## [What you should do]
Could you please retype all of the records exactly, skipping any pictures?

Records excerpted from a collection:
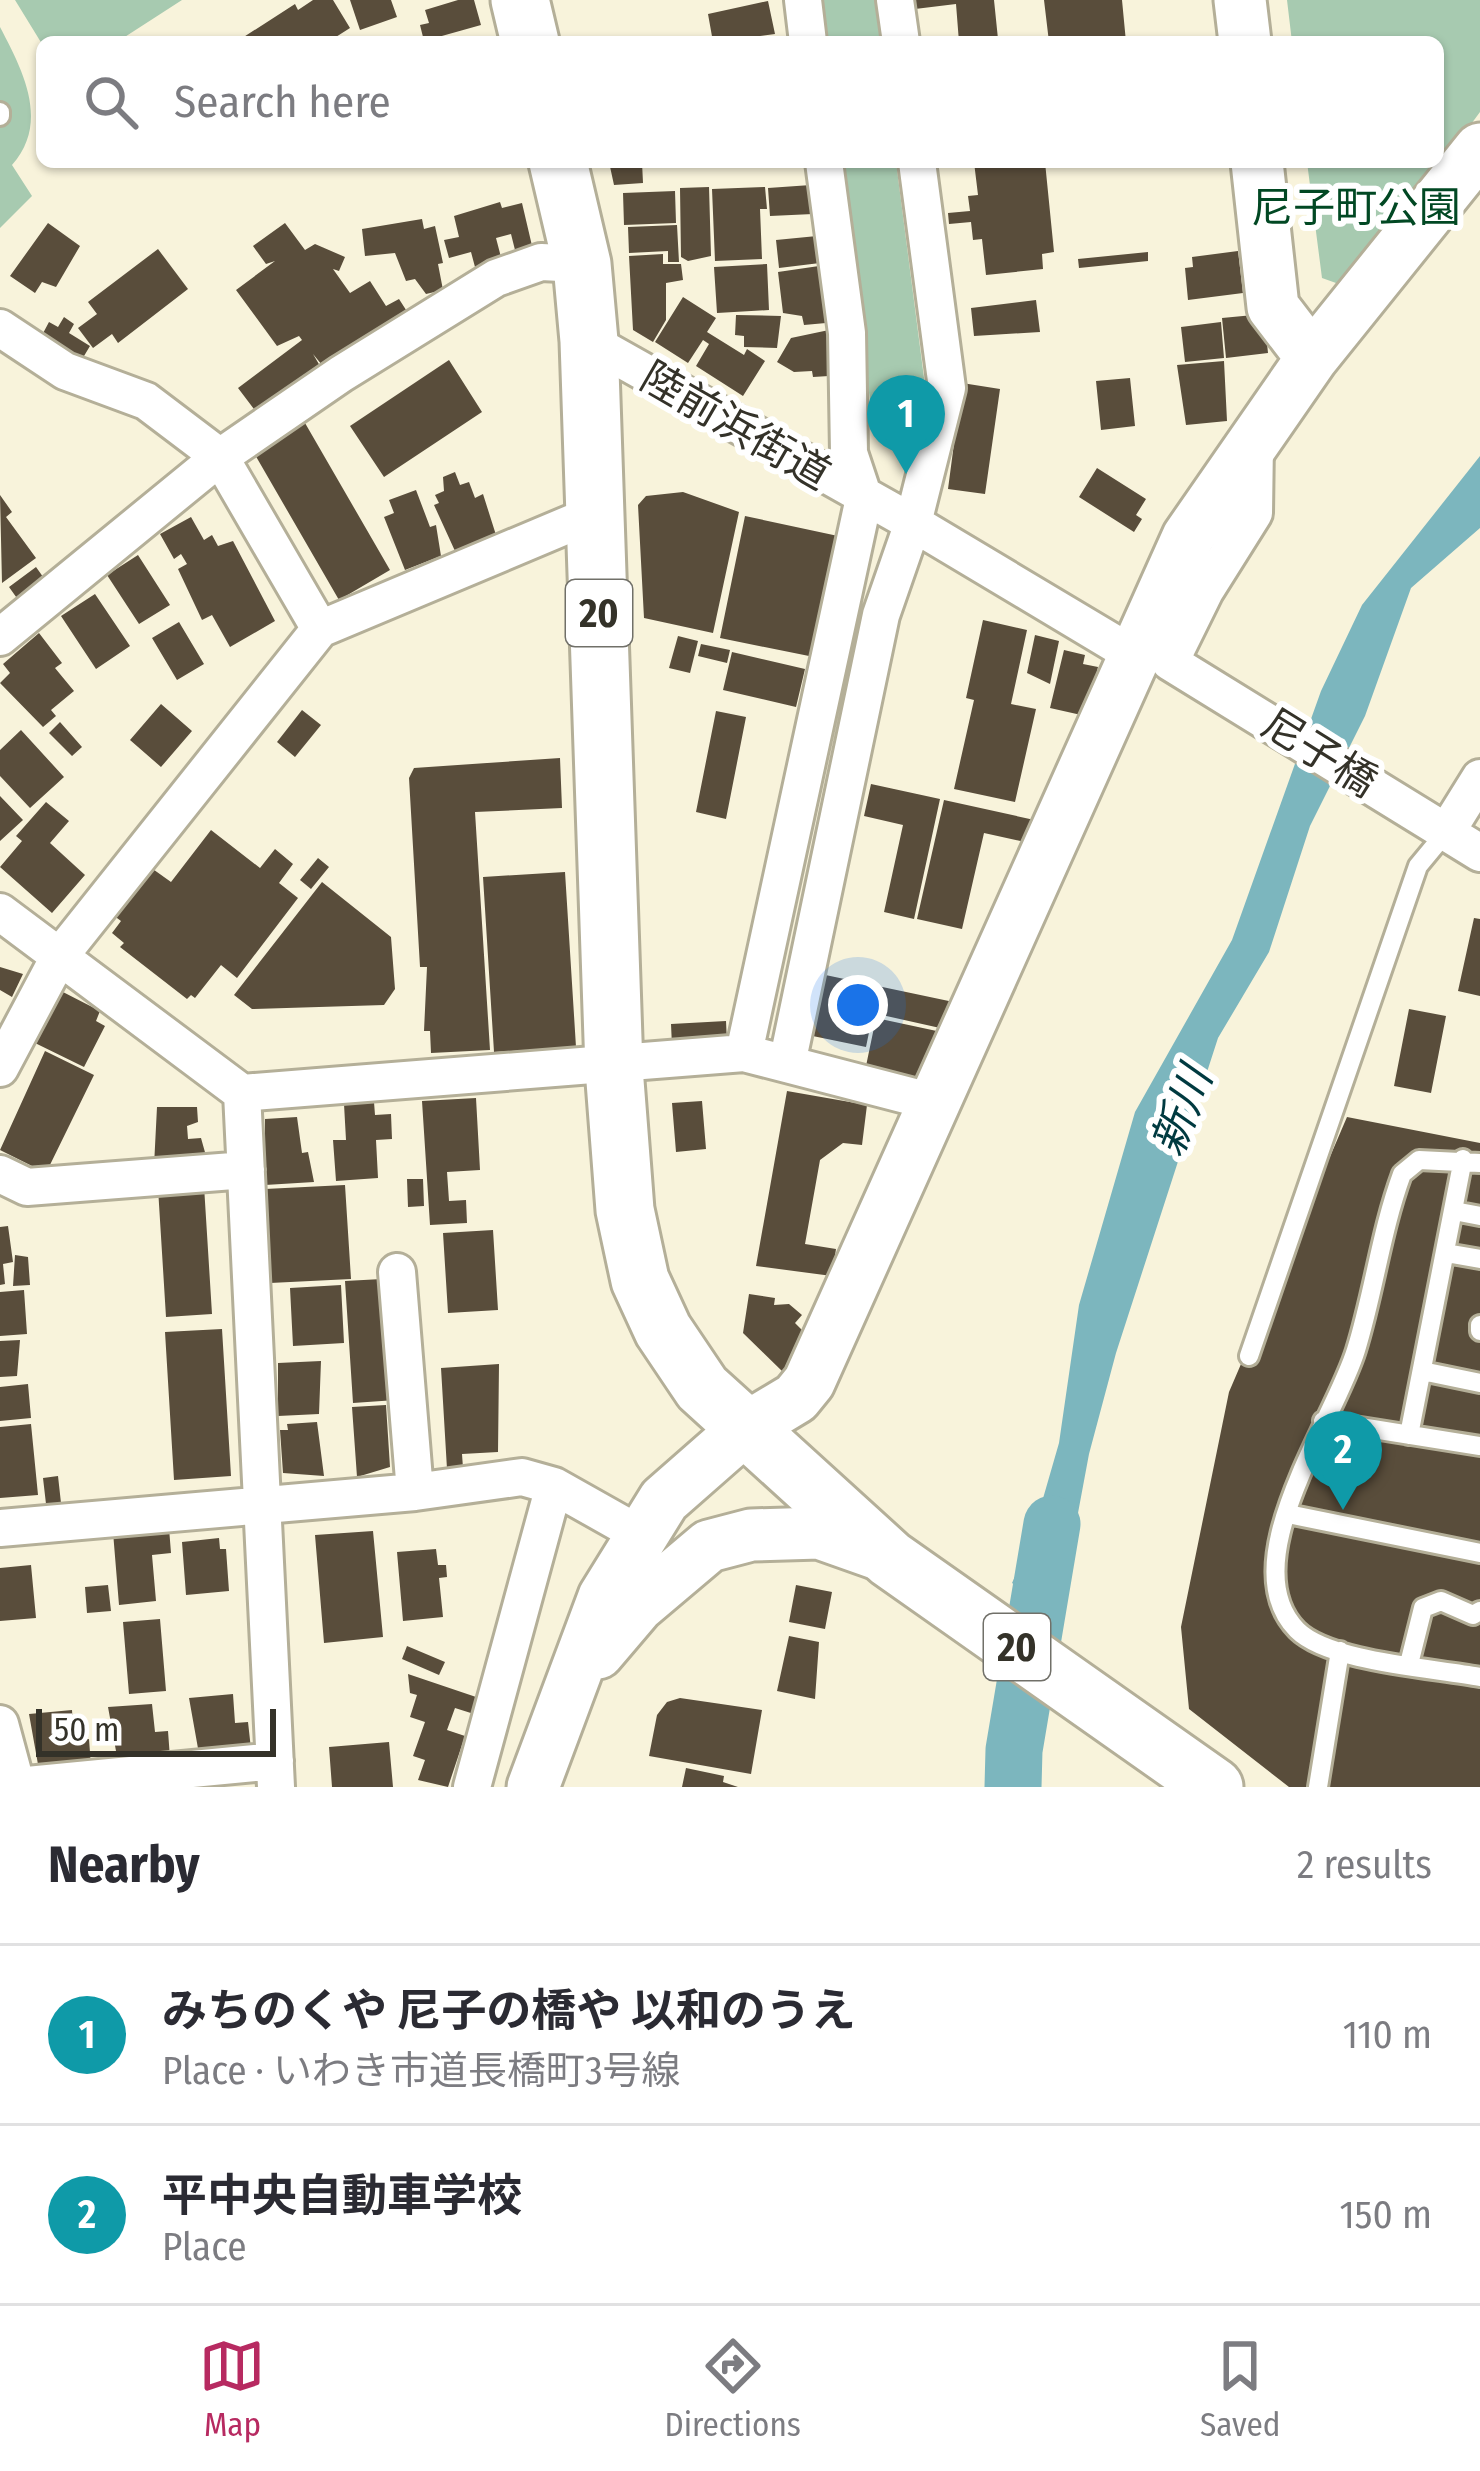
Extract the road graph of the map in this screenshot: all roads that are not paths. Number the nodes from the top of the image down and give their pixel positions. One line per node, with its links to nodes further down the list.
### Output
1 (520, 0): 5 (main road)
2 (803, 0): 6 (street)
3 (895, 0): 7 (street)
4 (1240, 0): 8 (street)
5 (529, 36)
6 (807, 36)
7 (900, 36)
8 (1244, 36)
9 (1480, 149): 17 (street)
10 (559, 168): 14 (main road, 20)
11 (825, 168): 20 (street)
12 (917, 168): 22 (street)
13 (1258, 168): 17 (street)
14 (582, 264): 16 (main road, 20); 19 (street)
15 (0, 328): 19 (street)
16 (589, 341): 20 (street, 陸前浜街道); 21 (main road, 20)
17 (1312, 358): 18 (street)
18 (1255, 442): 25 (street); 27 (street, 尼子橋)
19 (220, 457): 23 (street); 24 (street)
20 (864, 498): 22 (street, 陸前浜街道); 31 (street)
21 (596, 513): 23 (street); 33 (main road, 20)
22 (913, 523): 25 (street, 陸前浜街道); 32 (street)
23 (320, 629): 30 (street)
24 (0, 638)
25 (1132, 654): 36 (street)
26 (1480, 778): 27 (street)
27 (1447, 831): 28 (street, 尼子橋); 45 (lane)
28 (1480, 853)
29 (0, 912): 30 (street)
30 (59, 957): 34 (street); 35 (street)
31 (744, 1054): 32 (street); 33 (street)
32 (787, 1064): 36 (street)
33 (614, 1067): 35 (street); 49 (main road, 20)
34 (0, 1068)
35 (242, 1093): 38 (street)
36 (933, 1102): 49 (street)
37 (1471, 1161): 40 (lane); 48 (lane)
38 (246, 1170): 39 (street); 54 (street)
39 (0, 1174)
40 (1454, 1211): 41 (lane); 42 (lane)
41 (1480, 1216)
42 (1446, 1253): 43 (lane); 46 (lane)
43 (1480, 1259)
44 (397, 1272): 53 (street)
45 (1249, 1356)
46 (1422, 1371): 47 (lane); 50 (lane)
47 (1480, 1383)
48 (1323, 1421): 50 (lane); 55 (lane)
49 (746, 1428): 57 (street); 60 (main road, 20)
50 (1409, 1435): 51 (lane)
51 (1480, 1446)
52 (554, 1486): 53 (street); 57 (street); 69 (street)
53 (416, 1492): 54 (street)
54 (263, 1506): 56 (street); 67 (street)
55 (1288, 1514): 59 (lane); 62 (lane)
56 (0, 1528)
57 (641, 1535): 65 (street)
58 (1480, 1535): 59 (lane)
59 (1473, 1552)
60 (890, 1558): 65 (street); 71 (main road, 20)
61 (1480, 1611): 63 (lane)
62 (1340, 1651): 63 (lane); 72 (lane)
63 (1409, 1664): 64 (lane)
64 (1480, 1677)
65 (573, 1681): 70 (street)
66 (0, 1724): 68 (street)
67 (275, 1774): 68 (street)
68 (17, 1787)
69 (472, 1787)
70 (533, 1787)
71 (1214, 1787)
72 (1318, 1787)

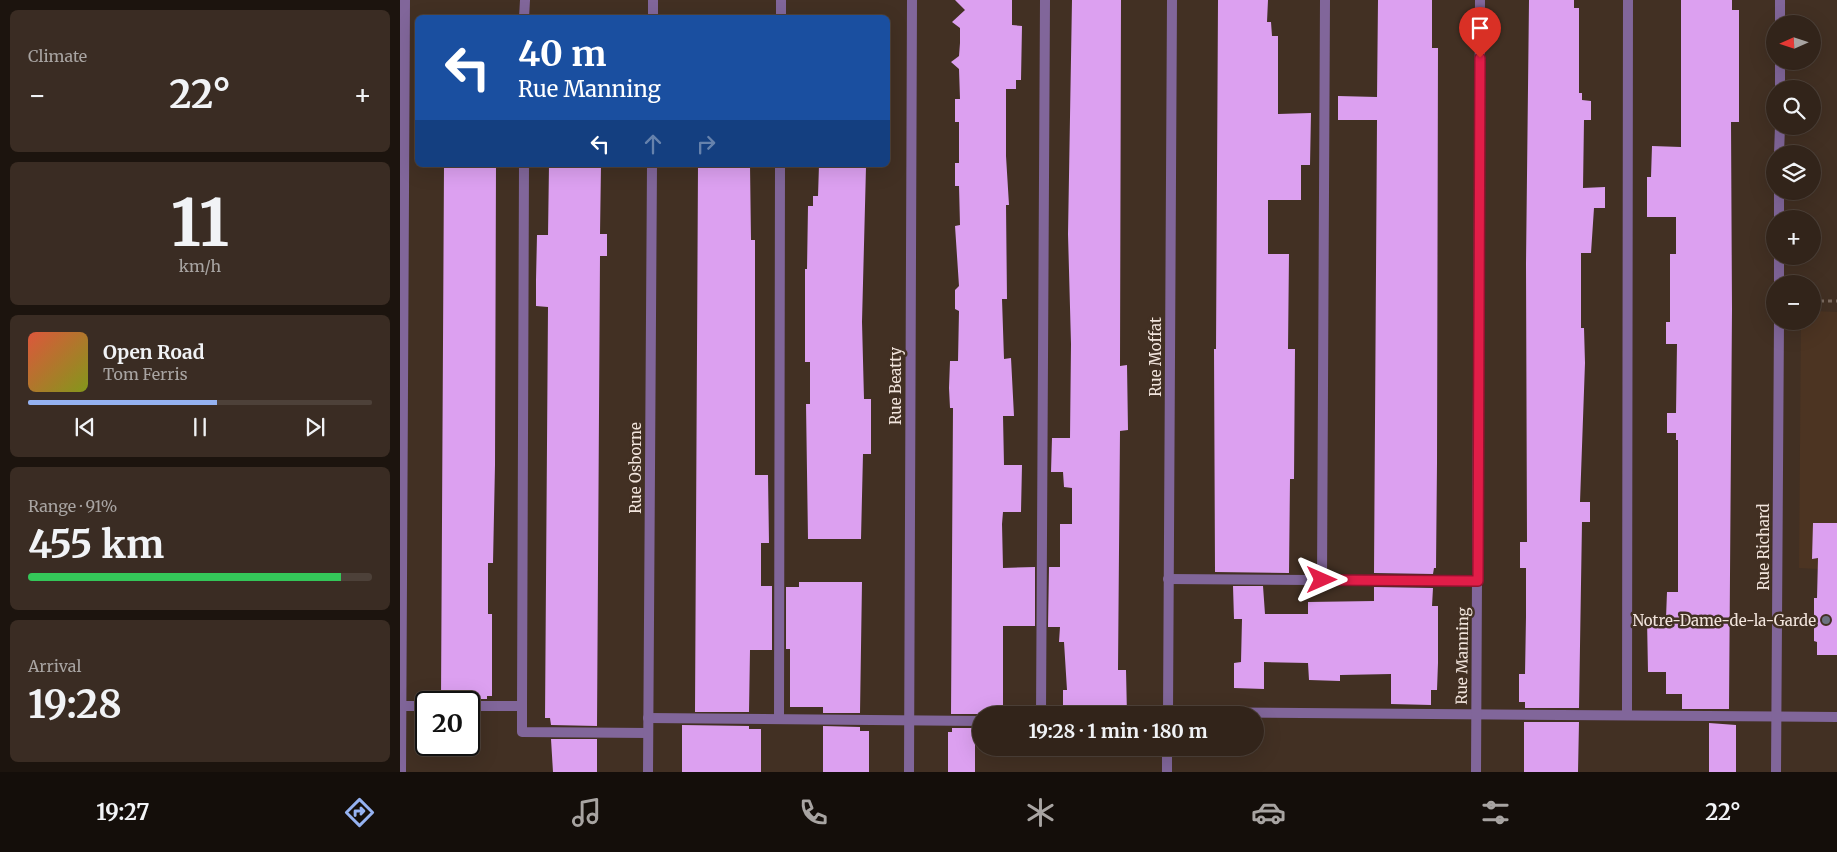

## [Result]
Extract the road graph of the map in this screenshot: all roads that are not paths. Number the nodes from the top of the image down and give their pixel positions. One line per node, with its links to nodes further down the list.
### Output
1 (520, 0): 5 (main road)
2 (803, 0): 6 (street)
3 (895, 0): 7 (street)
4 (1240, 0): 8 (street)
5 (529, 36)
6 (807, 36)
7 (900, 36)
8 (1244, 36)
9 (1480, 149): 17 (street)
10 (559, 168): 14 (main road, 20)
11 (825, 168): 20 (street)
12 (917, 168): 22 (street)
13 (1258, 168): 17 (street)
14 (582, 264): 16 (main road, 20); 19 (street)
15 (0, 328): 19 (street)
16 (589, 341): 20 (street, 陸前浜街道); 21 (main road, 20)
17 (1312, 358): 18 (street)
18 (1255, 442): 25 (street); 27 (street, 尼子橋)
19 (220, 457): 23 (street); 24 (street)
20 (864, 498): 22 (street, 陸前浜街道); 31 (street)
21 (596, 513): 23 (street); 33 (main road, 20)
22 (913, 523): 25 (street, 陸前浜街道); 32 (street)
23 (320, 629): 30 (street)
24 (0, 638)
25 (1132, 654): 36 (street)
26 (1480, 778): 27 (street)
27 (1447, 831): 28 (street, 尼子橋); 45 (lane)
28 (1480, 853)
29 (0, 912): 30 (street)
30 (59, 957): 34 (street); 35 (street)
31 (744, 1054): 32 (street); 33 (street)
32 (787, 1064): 36 (street)
33 (614, 1067): 35 (street); 49 (main road, 20)
34 (0, 1068)
35 (242, 1093): 38 (street)
36 (933, 1102): 49 (street)
37 (1471, 1161): 40 (lane); 48 (lane)
38 (246, 1170): 39 (street); 54 (street)
39 (0, 1174)
40 (1454, 1211): 41 (lane); 42 (lane)
41 (1480, 1216)
42 (1446, 1253): 43 (lane); 46 (lane)
43 (1480, 1259)
44 (397, 1272): 53 (street)
45 (1249, 1356)
46 (1422, 1371): 47 (lane); 50 (lane)
47 (1480, 1383)
48 (1323, 1421): 50 (lane); 55 (lane)
49 (746, 1428): 57 (street); 60 (main road, 20)
50 (1409, 1435): 51 (lane)
51 (1480, 1446)
52 (554, 1486): 53 (street); 57 (street); 69 (street)
53 (416, 1492): 54 (street)
54 (263, 1506): 56 (street); 67 (street)
55 (1288, 1514): 59 (lane); 62 (lane)
56 (0, 1528)
57 (641, 1535): 65 (street)
58 (1480, 1535): 59 (lane)
59 (1473, 1552)
60 (890, 1558): 65 (street); 71 (main road, 20)
61 (1480, 1611): 63 (lane)
62 (1340, 1651): 63 (lane); 72 (lane)
63 (1409, 1664): 64 (lane)
64 (1480, 1677)
65 (573, 1681): 70 (street)
66 (0, 1724): 68 (street)
67 (275, 1774): 68 (street)
68 (17, 1787)
69 (472, 1787)
70 (533, 1787)
71 (1214, 1787)
72 (1318, 1787)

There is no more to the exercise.